Gender and the Social Structure of Exclusion in U.S. Corporate Law

https://lawreview.uchicago.edu/print-archive/gender-and-social-structure-exclusion-us-corporate-law
Law develops through collective effort. A single judge may write a judicial opinion, but only after an (often large) group of lawyers chooses litigation strategies, crafts arguments, and presents their positions. Despite their important role in the legal process, these networks of lawyers are almost uniformly overlooked in legal scholarship—a black box in a discipline otherwise obsessed with institutional detail. This Article focuses on a particularly crucial way that the structure of professional networks may shape the path of the law. Prior qualitative research suggests that networks are an important source of information, mentoring, and opportunity, and that those social resources are often withheld from lawyers who do not mirror the characteristics of the typically male, wealthy, straight, and white incumbents in the field. We have a common nickname for the networks that result, which are ostensibly open but often closed in practice: “old boys’ networks.” For the first time in legal scholarship, this Article quantitatively analyzes gender representation within a comprehensive network of judges and litigators over a significant period of time. The network studied is derived from cases before the Delaware Court of Chancery, a systemically important trial court that adjudicates the most—and the most important—corporate law disputes in the United States. Seventeen years of docket entries across more than fifteen thousand matters and two thousand seven hundred attorneys were collected as the basis for a massive network. Analyzing the Chancery Litigation Network produces a number of important findings.
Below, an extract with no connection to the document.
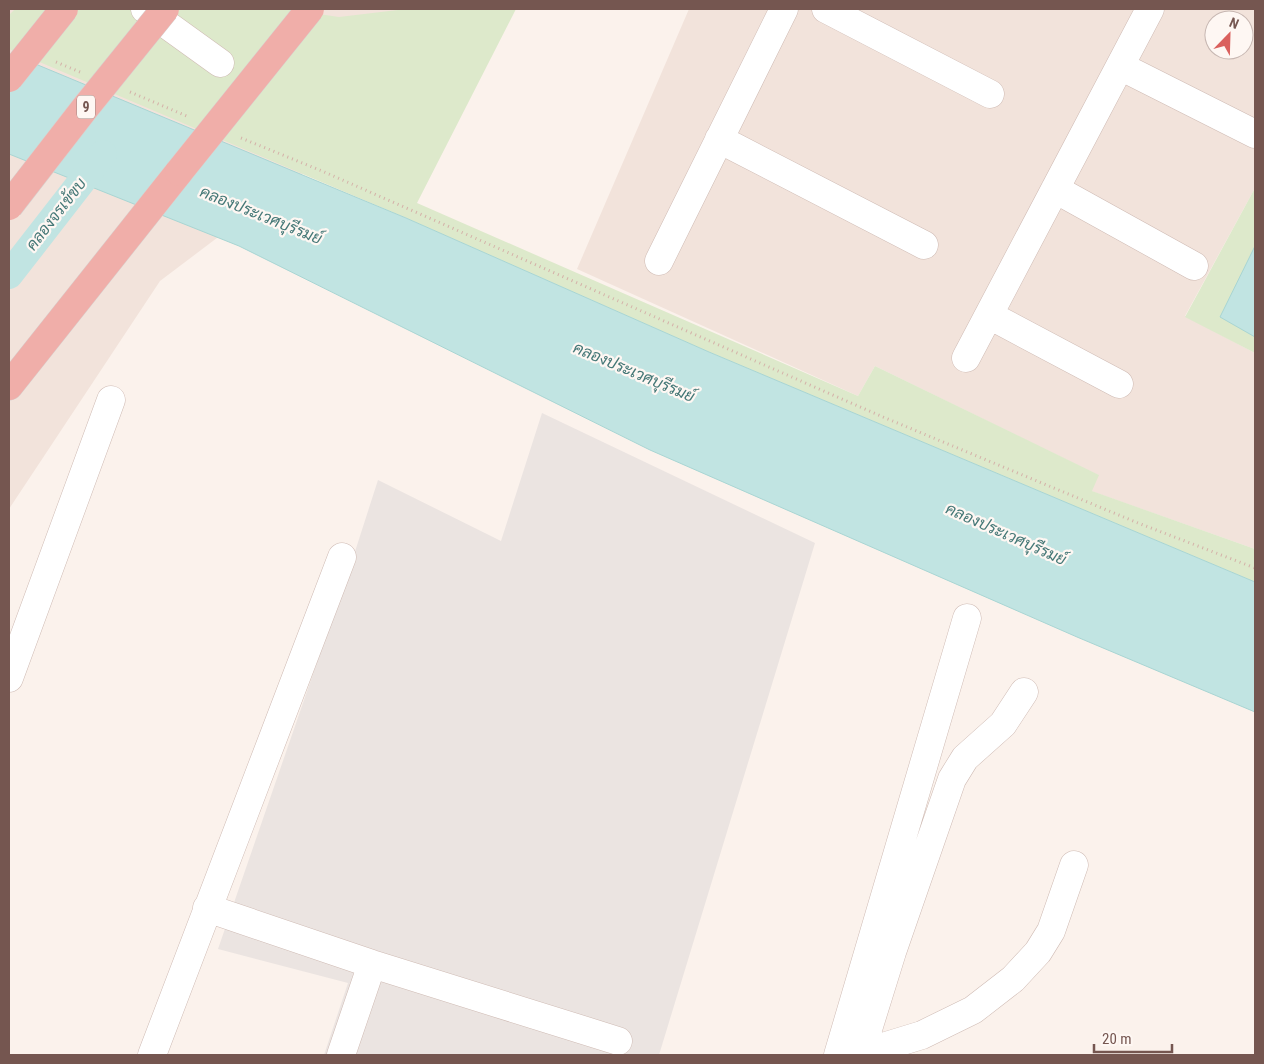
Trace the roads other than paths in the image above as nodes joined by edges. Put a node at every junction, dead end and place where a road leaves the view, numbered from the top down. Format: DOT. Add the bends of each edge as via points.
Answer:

First, we find a dramatic and persistent gender gap in the network. Women are not only outnumbered in the network but also more peripheral within it compared to men. Second, we find that law firm membership and geographical location interact with gender—women’s positions within the network differ by membership in certain firms or residence in particular geographies. Finally, as we drill down into the personal networks of individual women, we find arresting evidence of the social barriers female Chancery litigators regularly confront: from working overwhelmingly—sometimes exclusively—with men in the early years of their careers to still being shut out of male-dominated cliques as their careers mature.